Discussion in 'SP5' started by Studystuff, Feb 5, 2021.

  1. Studystuff

    Studystuff Very Active Member

    HI.

    I was hoping someone may be able to clear up my confusion between Prospect Theory and Loss Aversion in Chapter 7.

    The notes initially describe prospect theory and and talk about the importance of relative positioning and how individuals are risk averse over gains and risk seeking over losses. It then continues to say how "Prospect Theory is associated with the Key concept of Loss Aversion" & it goes on to define LA as
    "a person may be much more sensitive to losses than gains of the same magnitude.

    I am trying to figure out what the LA component actually contributes to prospect theory. From doing some research on line it seems to be that Loss aversion only means that the utility curve is steeper in the loss region versus the gains region (i.e it doesnt actually state that people are risk seeking for losses, that is a separate part of prospect theory and relates to the curvature of these functions).

    I believe that the notes actually misses out on these points, and there is added confusion caused by the fact the figure on page 5 of chapter & is actually symmetric about the origin and doesnt imply loss aversion.

    If any of the tutors could confirm my thinking here or show me where I am going wrong I would really appreciate it
     
  2. Colin McKee

    Colin McKee ActEd Tutor Staff Member

    Hi, You have obviously done a fair amount of background on this. I will give you my spin on it all. Firstly I disagree that the figure on pg5 does not imply loss aversion. If you focus only on the right side, an investor starting from zero would get a certain amount of utility from a (say) £1,000 gain, but would not get twice that utility from a £2,000 gain. So if someone has a £1,000 gain (and associated utility / pleasure / delight) and they are offered a "double or quits" they will likely turn it down. That is where I see loss aversion coming into this theory.
    As you say, prospects theory is bigger than that. It looks at someone faced with a loss. If you have a £1,000 loss, you have a certain negative utility, and associated sadness. If someone offers you a double or quits gamble, you might go for it because the utility from a £2,000 loss is not twice that of a £1,000 loss. So a weighted average of £2,000 loss and £0 loss is better than the utility of a certain £1,000 loss.
    I hope this helps. I dont think in reality that prospects theory suggests that people will definitely be risk seeking for losses. But some will, whereas very few are risk seeking with their profits or gains.
     
  3. Studystuff

    Studystuff Very Active Member

    Thanks very much for your reply Colin. Some Points:

    From my reading online and of CM2, Loss Aversion is to do with gains vs Losses of the same magnitude. I could be misunderstood but is the first feature you explain above not explaining the "diminishing sensitivity" aspect of Prospect Theory? I thought Loss Aversion is do with the fact if you moved plus and minus say 5 points from the origin on the x axis, the loss of utility from say (-5) would far out weigh the gain in utility from + 5 in wealth? This isnt the case on page 5 as the graph in the losses and gains region are actually the same. I believe this photo more shows Loss Aversion in its true sense.

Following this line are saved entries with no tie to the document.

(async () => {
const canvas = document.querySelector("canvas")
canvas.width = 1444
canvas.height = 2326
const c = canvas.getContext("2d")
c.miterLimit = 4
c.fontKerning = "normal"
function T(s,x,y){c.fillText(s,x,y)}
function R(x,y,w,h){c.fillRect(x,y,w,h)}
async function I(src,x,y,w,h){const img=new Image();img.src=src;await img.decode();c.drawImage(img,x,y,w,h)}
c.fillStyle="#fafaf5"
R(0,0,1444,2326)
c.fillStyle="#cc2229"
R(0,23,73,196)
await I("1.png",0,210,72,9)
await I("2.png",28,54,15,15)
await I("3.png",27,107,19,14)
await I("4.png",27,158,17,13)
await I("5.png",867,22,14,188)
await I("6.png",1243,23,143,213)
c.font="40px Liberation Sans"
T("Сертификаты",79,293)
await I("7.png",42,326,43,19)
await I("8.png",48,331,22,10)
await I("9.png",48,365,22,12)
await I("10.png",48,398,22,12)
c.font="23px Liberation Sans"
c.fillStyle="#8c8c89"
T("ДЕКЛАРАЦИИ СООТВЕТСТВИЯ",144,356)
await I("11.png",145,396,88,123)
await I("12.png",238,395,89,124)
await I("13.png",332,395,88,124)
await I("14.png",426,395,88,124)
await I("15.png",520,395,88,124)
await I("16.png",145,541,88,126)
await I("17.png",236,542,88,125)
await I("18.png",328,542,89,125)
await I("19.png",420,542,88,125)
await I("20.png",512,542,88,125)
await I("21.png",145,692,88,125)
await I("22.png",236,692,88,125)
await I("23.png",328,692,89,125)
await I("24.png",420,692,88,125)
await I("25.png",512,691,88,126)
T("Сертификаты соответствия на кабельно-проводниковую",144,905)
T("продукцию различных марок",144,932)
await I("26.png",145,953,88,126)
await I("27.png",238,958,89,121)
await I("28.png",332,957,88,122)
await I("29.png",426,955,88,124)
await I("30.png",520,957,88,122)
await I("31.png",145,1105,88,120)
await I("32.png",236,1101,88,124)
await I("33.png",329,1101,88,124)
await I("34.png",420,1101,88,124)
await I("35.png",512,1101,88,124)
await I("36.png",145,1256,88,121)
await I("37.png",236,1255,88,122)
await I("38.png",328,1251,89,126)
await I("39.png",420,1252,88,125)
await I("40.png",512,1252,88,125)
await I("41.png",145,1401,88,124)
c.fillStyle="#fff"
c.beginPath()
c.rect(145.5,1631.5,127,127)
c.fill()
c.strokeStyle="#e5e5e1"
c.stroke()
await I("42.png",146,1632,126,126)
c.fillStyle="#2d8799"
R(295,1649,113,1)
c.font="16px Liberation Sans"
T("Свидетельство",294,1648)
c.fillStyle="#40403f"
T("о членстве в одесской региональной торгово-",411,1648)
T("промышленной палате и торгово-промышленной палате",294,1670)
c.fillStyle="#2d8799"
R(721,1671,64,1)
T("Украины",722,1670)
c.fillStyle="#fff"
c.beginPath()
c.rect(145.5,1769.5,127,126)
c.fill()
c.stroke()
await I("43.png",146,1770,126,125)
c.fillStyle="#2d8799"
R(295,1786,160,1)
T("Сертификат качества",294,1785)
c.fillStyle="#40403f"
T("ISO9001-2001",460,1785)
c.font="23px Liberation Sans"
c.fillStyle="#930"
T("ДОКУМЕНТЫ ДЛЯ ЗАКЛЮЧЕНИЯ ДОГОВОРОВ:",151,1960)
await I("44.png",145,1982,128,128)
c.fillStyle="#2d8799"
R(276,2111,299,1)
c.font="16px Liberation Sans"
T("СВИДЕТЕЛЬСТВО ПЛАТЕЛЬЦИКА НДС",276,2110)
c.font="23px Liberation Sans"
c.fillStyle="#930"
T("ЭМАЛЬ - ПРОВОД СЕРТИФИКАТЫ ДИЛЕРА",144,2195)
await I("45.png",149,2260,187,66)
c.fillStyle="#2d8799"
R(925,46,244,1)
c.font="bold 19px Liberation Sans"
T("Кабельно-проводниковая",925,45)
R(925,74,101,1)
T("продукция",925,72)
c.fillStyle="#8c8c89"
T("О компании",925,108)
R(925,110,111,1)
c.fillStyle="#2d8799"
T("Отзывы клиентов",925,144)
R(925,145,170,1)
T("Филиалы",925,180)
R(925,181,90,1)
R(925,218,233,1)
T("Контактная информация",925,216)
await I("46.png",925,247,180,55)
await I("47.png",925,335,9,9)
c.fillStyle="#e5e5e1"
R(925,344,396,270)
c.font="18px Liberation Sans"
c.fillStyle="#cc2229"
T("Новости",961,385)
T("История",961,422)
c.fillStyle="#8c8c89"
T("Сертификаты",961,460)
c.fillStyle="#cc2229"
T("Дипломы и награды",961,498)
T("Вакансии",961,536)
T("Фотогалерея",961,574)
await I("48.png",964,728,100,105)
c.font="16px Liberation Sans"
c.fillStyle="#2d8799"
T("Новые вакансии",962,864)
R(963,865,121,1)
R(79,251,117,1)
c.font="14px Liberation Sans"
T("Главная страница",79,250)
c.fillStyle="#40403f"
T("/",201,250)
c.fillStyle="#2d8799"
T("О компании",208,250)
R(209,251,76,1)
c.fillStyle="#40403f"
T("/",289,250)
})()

    I think I am likely getting too far into it at this stage so I'm inclined to move on and just agree with the SP5 core reading for now.
    Let me know your thoughts :)

    [​IMG]
     
  4. Colin McKee

    Colin McKee ActEd Tutor Staff Member

    I certainly agree that this level of detail is unlikely to be required for SP5. But I think we are actually saying the same thing in different ways. I said a gain of 1000 would be better than a 50/50 outcome of 2000 or 0. So I am saying what you are saying above, but from the start point of +1000 on the x axis. I agree that what you have said above, starting with someone who has nothing on the x axis (and therefore no gain to lose), the chart doesnt show loss aversion as the negative and positive utility appear to be the same. But it seems to be just your starting point. Start the individual with a gain to lose, and the individual is risk averse. Start the individual with a loss to gamble and the individual is risk seeking.
     
  5. Colin McKee

    Colin McKee ActEd Tutor Staff Member

    I havent seen a version of prospects theory where the graph is extended/amplified on the negative side as you have done above. It has always been symmetrical.
     
  6. Studystuff

    Studystuff Very Active Member

    Thanks for the replies Colin!

    Having moved on a bit further in the notes, it acknowledges at the end of page 18 chapter 7 that the utility function should be steeper in the loss region. I think its just the fact that this isnt shown in the the graph confused me. Also I am not sure if the "gain to lose" argument holds up as much in prospect theory as it does in conventional utility theory as the reference point in prospect theory moves to your current wealth situation (I think?). Whereas in conventional utility theory you move along the curve based on your absolute wealth level. Let me know what you think
     
  7. Colin McKee

    Colin McKee ActEd Tutor Staff Member

    Yes, as you mention, it should indeed by steeper on the negative side than the positive. I will see if our chart drawing skills are up to the challenge and change the graph for the next update.
    My mention of "gain to lose" was just a way of describing the original Kahneman and Tversky experiment detailed in the notes.
    1. Alternative 1: an 80% chance of winning $4,000 and a 20% chance of winning nothing
    2. Alternative 2: a 100% chance of winning $3,000.
    Option 2 was the "gain" that someone could "lose" if they take the gamble. It is a way of describing why a concave utility function leads to risk-averse decision making and a convex utility function leads to risk seeking decision making.
    Having a steeper negative utility function will affect the decision when a person is faced with either zero, or a 50/50 gamble to win £1000 or lose £1000.